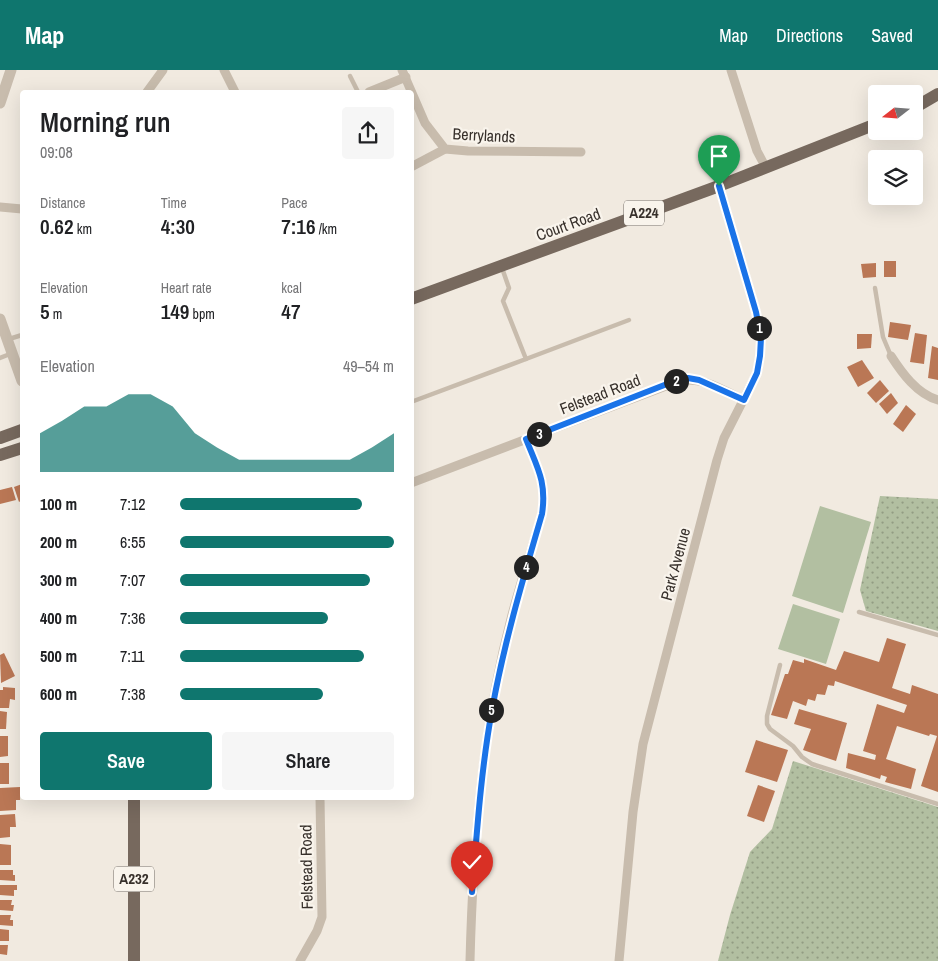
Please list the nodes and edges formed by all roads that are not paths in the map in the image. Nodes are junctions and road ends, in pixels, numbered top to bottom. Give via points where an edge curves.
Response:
1 (11, 70) edge
2 (163, 70) edge
3 (224, 70) edge
4 (731, 70) edge
5 (404, 74) edge
6 (350, 76) dead end
7 (148, 90) edge
8 (234, 90) edge
9 (357, 90) edge
10 (373, 90) edge
11 (411, 90) edge
12 (938, 94) edge
13 (414, 98) edge
14 (0, 102) edge
15 (923, 103) edge
16 (868, 127) edge
17 (445, 150) junction
18 (581, 152) dead end
19 (414, 166) edge
20 (766, 168) junction
21 (719, 186) junction
22 (0, 207) edge
23 (20, 209) edge
24 (501, 266) junction
25 (875, 288) dead end
26 (414, 298) edge
27 (0, 319) edge
28 (628, 320) dead end
29 (20, 336) edge
30 (8, 340) junction
31 (13, 353) junction
32 (891, 356) joint
33 (0, 358) edge
34 (526, 359) junction
35 (20, 375) edge
36 (744, 400) junction
37 (938, 400) edge
38 (414, 401) edge
39 (20, 431) edge
40 (0, 438) edge
41 (526, 439) junction
42 (20, 449) edge
43 (0, 455) edge
44 (414, 482) edge
45 (859, 612) dead end
46 (938, 635) edge
47 (780, 664) dead end
48 (134, 800) edge
49 (320, 800) edge
50 (938, 804) edge
51 (134, 961) edge
52 (300, 961) edge
53 (470, 961) edge
54 (619, 961) edge

1 - 14 street
2 - 7 street
3 - 8 street
4 - 20 street
5 - 10 street
5 - 11 street, Berrylands
6 - 9 lane
12 - 15 main road
13 - 17 street, Berrylands via 424,123
16 - 20 main road, Court Road / A224
17 - 18 street, Berrylands
17 - 19 street
20 - 21 main road, Court Road / A224
21 - 24 main road, Court Road / A224
21 - 36 street, Park Avenue via 761,338 757,373
22 - 23 street
24 - 26 main road, Court Road / A224
24 - 34 lane via 509,288 503,300
25 - 32 lane via 883,337
27 - 30 street
28 - 34 lane
29 - 30 lane
30 - 31 street
31 - 33 lane
31 - 35 street
32 - 37 street via 914,385
34 - 38 lane
36 - 41 street, Felstead Road via 688,378
36 - 54 street, Park Avenue via 724,438 717,460 644,744 633,812
39 - 40 main road
41 - 44 street, Felstead Road
41 - 53 street via 543,481 545,498 511,616 492,710 479,796
42 - 43 main road
45 - 46 lane
47 - 50 lane via 767,716 770,729 812,764
48 - 51 main road, A232
49 - 52 street, Felstead Road via 322,916

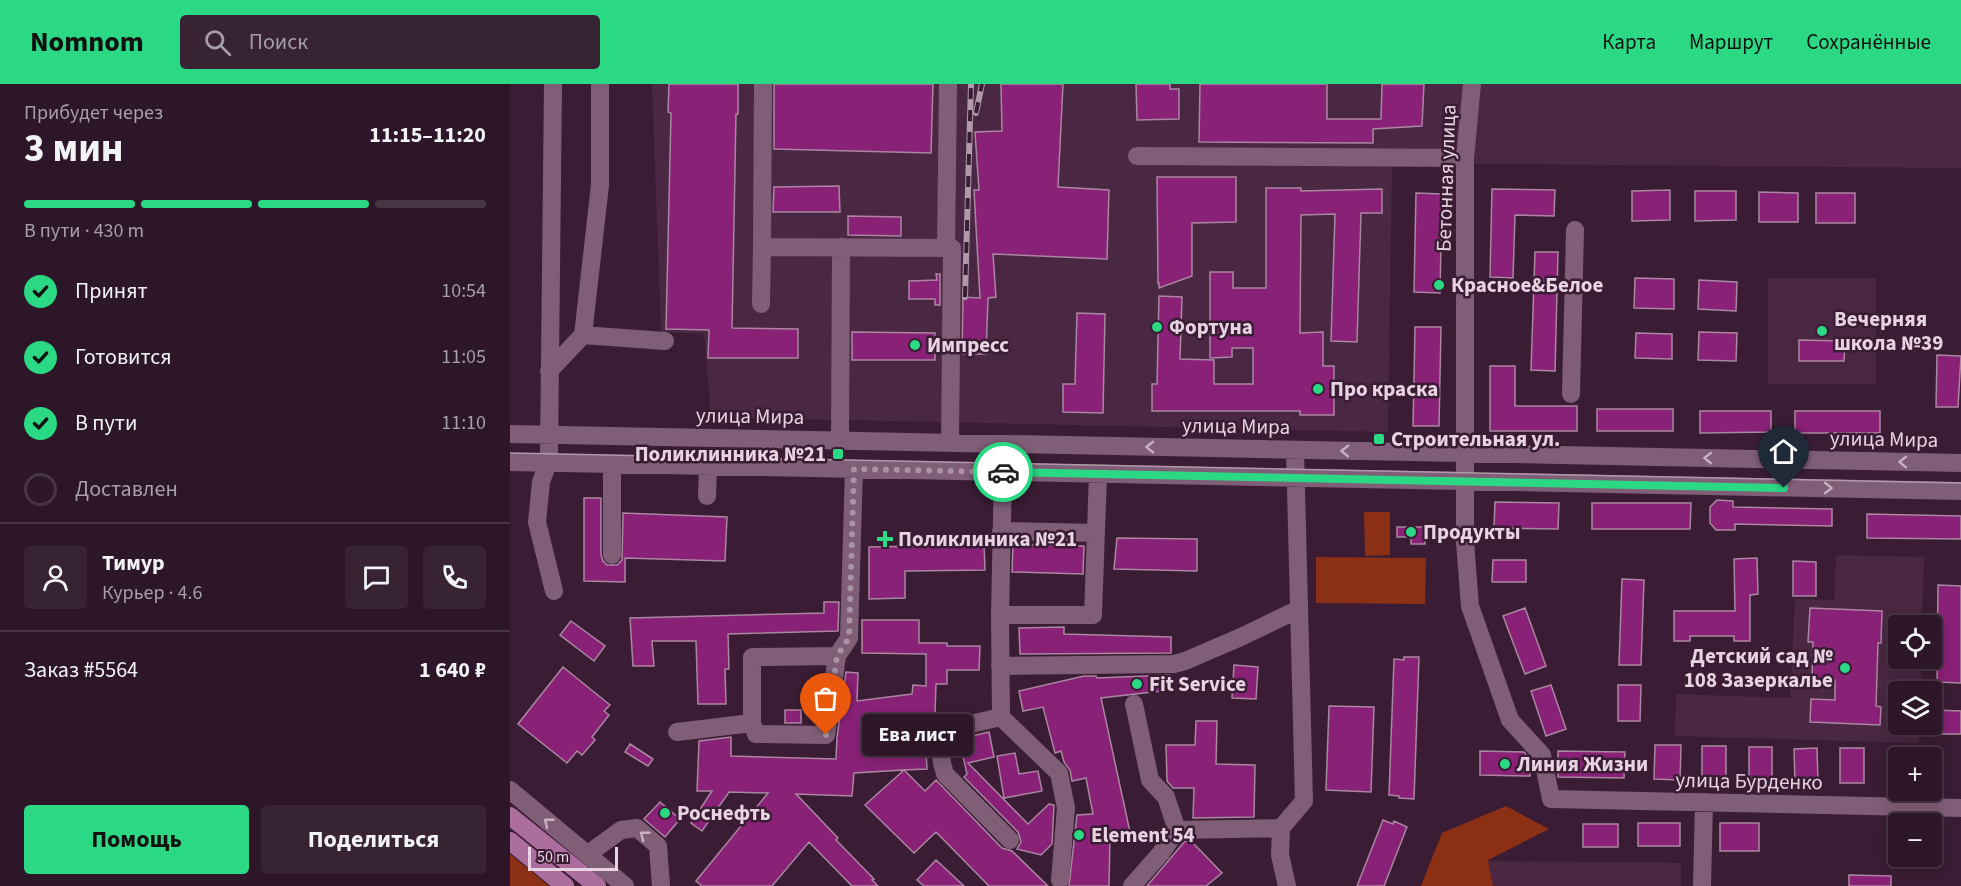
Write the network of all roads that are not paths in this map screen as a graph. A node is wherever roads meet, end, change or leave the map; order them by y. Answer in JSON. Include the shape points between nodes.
{"nodes":[{"id":1,"x":553,"y":84,"type":"edge"},
{"id":2,"x":600,"y":84,"type":"edge"},
{"id":3,"x":763,"y":84,"type":"edge"},
{"id":4,"x":948,"y":84,"type":"edge"},
{"id":5,"x":1472,"y":84,"type":"edge"},
{"id":6,"x":1137,"y":156,"type":"dead end"},
{"id":7,"x":1466,"y":158,"type":"junction"},
{"id":8,"x":1575,"y":230,"type":"dead end"},
{"id":9,"x":762,"y":247,"type":"junction"},
{"id":10,"x":841,"y":248,"type":"junction"},
{"id":11,"x":946,"y":248,"type":"junction"},
{"id":12,"x":761,"y":304,"type":"dead end"},
{"id":13,"x":583,"y":335,"type":"junction"},
{"id":14,"x":665,"y":341,"type":"dead end"},
{"id":15,"x":549,"y":371,"type":"junction"},
{"id":16,"x":1571,"y":394,"type":"dead end"},
{"id":17,"x":510,"y":434,"type":"edge"},
{"id":18,"x":548,"y":434,"type":"junction"},
{"id":19,"x":840,"y":440,"type":"junction"},
{"id":20,"x":950,"y":442,"type":"junction"},
{"id":21,"x":1295,"y":450,"type":"junction"},
{"id":22,"x":1466,"y":453,"type":"junction"},
{"id":23,"x":510,"y":462,"type":"edge"},
{"id":24,"x":548,"y":463,"type":"junction"},
{"id":25,"x":1961,"y":463,"type":"edge"},
{"id":26,"x":612,"y":464,"type":"junction"},
{"id":27,"x":708,"y":466,"type":"junction"},
{"id":28,"x":854,"y":469,"type":"junction"},
{"id":29,"x":1003,"y":472,"type":"junction"},
{"id":30,"x":1098,"y":474,"type":"junction"},
{"id":31,"x":1296,"y":478,"type":"junction"},
{"id":32,"x":1466,"y":481,"type":"junction"},
{"id":33,"x":1961,"y":491,"type":"edge"},
{"id":34,"x":707,"y":496,"type":"dead end"},
{"id":35,"x":1001,"y":531,"type":"junction"},
{"id":36,"x":1096,"y":533,"type":"junction"},
{"id":37,"x":612,"y":555,"type":"dead end"},
{"id":38,"x":554,"y":591,"type":"dead end"},
{"id":39,"x":1299,"y":609,"type":"junction"},
{"id":40,"x":1000,"y":615,"type":"junction"},
{"id":41,"x":837,"y":656,"type":"junction"},
{"id":42,"x":1000,"y":666,"type":"junction"},
{"id":43,"x":1134,"y":704,"type":"dead end"},
{"id":44,"x":1001,"y":717,"type":"junction"},
{"id":45,"x":752,"y":723,"type":"junction"},
{"id":46,"x":677,"y":732,"type":"dead end"},
{"id":47,"x":510,"y":790,"type":"edge"},
{"id":48,"x":1704,"y":802,"type":"junction"},
{"id":49,"x":1961,"y":808,"type":"edge"},
{"id":50,"x":510,"y":816,"type":"edge"},
{"id":51,"x":1281,"y":828,"type":"junction"},
{"id":52,"x":1178,"y":830,"type":"junction"},
{"id":53,"x":1010,"y":840,"type":"dead end"},
{"id":54,"x":510,"y":841,"type":"edge"},
{"id":55,"x":588,"y":854,"type":"junction"},
{"id":56,"x":1060,"y":880,"type":"dead end"},
{"id":57,"x":562,"y":884,"type":"edge"},
{"id":58,"x":597,"y":886,"type":"edge"},
{"id":59,"x":625,"y":886,"type":"edge"},
{"id":60,"x":661,"y":886,"type":"edge"},
{"id":61,"x":1132,"y":886,"type":"edge"},
{"id":62,"x":1287,"y":886,"type":"edge"},
{"id":63,"x":1702,"y":886,"type":"edge"}],
"edges":[{"from":1,"to":15,"type":"street"},
{"from":2,"to":13,"type":"street","via":[[600,185]]},
{"from":3,"to":9,"type":"street"},
{"from":4,"to":11,"type":"street"},
{"from":5,"to":7,"type":"street","name":"Бетонная улица"},
{"from":6,"to":7,"type":"street"},
{"from":7,"to":22,"type":"street","name":"Бетонная улица"},
{"from":8,"to":16,"type":"street"},
{"from":9,"to":10,"type":"street"},
{"from":9,"to":12,"type":"street"},
{"from":10,"to":11,"type":"street"},
{"from":10,"to":19,"type":"street"},
{"from":11,"to":20,"type":"street","via":[[952,248]]},
{"from":13,"to":14,"type":"street"},
{"from":13,"to":15,"type":"street"},
{"from":15,"to":18,"type":"street"},
{"from":17,"to":18,"type":"street","name":"улица Мира"},
{"from":18,"to":19,"type":"street","name":"улица Мира"},
{"from":18,"to":24,"type":"street"},
{"from":19,"to":20,"type":"street","name":"улица Мира"},
{"from":21,"to":20,"type":"street","name":"улица Мира","one_way":true},
{"from":22,"to":21,"type":"street","name":"улица Мира","one_way":true},
{"from":21,"to":31,"type":"street"},
{"from":25,"to":22,"type":"street","name":"улица Мира","one_way":true},
{"from":22,"to":32,"type":"street","name":"Бетонная улица"},
{"from":23,"to":24,"type":"street"},
{"from":24,"to":26,"type":"street"},
{"from":24,"to":38,"type":"street","via":[[541,482],[537,522]]},
{"from":26,"to":27,"type":"street"},
{"from":26,"to":37,"type":"street"},
{"from":27,"to":28,"type":"street"},
{"from":27,"to":34,"type":"street"},
{"from":28,"to":29,"type":"street"},
{"from":28,"to":41,"type":"street","via":[[849,638]]},
{"from":29,"to":30,"type":"street"},
{"from":29,"to":35,"type":"street"},
{"from":30,"to":31,"type":"street"},
{"from":30,"to":36,"type":"street"},
{"from":31,"to":32,"type":"street"},
{"from":31,"to":39,"type":"street"},
{"from":32,"to":33,"type":"street","one_way":true},
{"from":32,"to":48,"type":"street","name":"улица Бурденко","via":[[1470,606],[1510,720],[1542,755],[1551,799]]},
{"from":35,"to":36,"type":"street"},
{"from":35,"to":40,"type":"street"},
{"from":36,"to":40,"type":"street","via":[[1093,615]]},
{"from":39,"to":42,"type":"street","via":[[1185,661]]},
{"from":39,"to":51,"type":"street","via":[[1304,801]]},
{"from":40,"to":42,"type":"street"},
{"from":41,"to":45,"type":"street","via":[[752,657]]},
{"from":41,"to":45,"type":"street","via":[[826,735],[756,734]]},
{"from":42,"to":44,"type":"street"},
{"from":43,"to":52,"type":"street","via":[[1150,780],[1166,797]]},
{"from":44,"to":53,"type":"street","via":[[949,729],[939,739],[945,774]]},
{"from":44,"to":56,"type":"street","via":[[1059,773],[1066,808]]},
{"from":45,"to":46,"type":"street"},
{"from":55,"to":47,"type":"street","one_way":true},
{"from":48,"to":49,"type":"street","name":"улица Бурденко"},
{"from":48,"to":63,"type":"street"},
{"from":50,"to":58,"type":"main road"},
{"from":51,"to":52,"type":"street"},
{"from":51,"to":62,"type":"street","via":[[1280,855]]},
{"from":52,"to":61,"type":"street"},
{"from":54,"to":57,"type":"main road"},
{"from":55,"to":59,"type":"street"},
{"from":60,"to":55,"type":"street","one_way":true,"via":[[658,846],[638,828],[621,830]]}]}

────────────────

Looking at the data above, count every line holding the word "edges" and state only the count.

2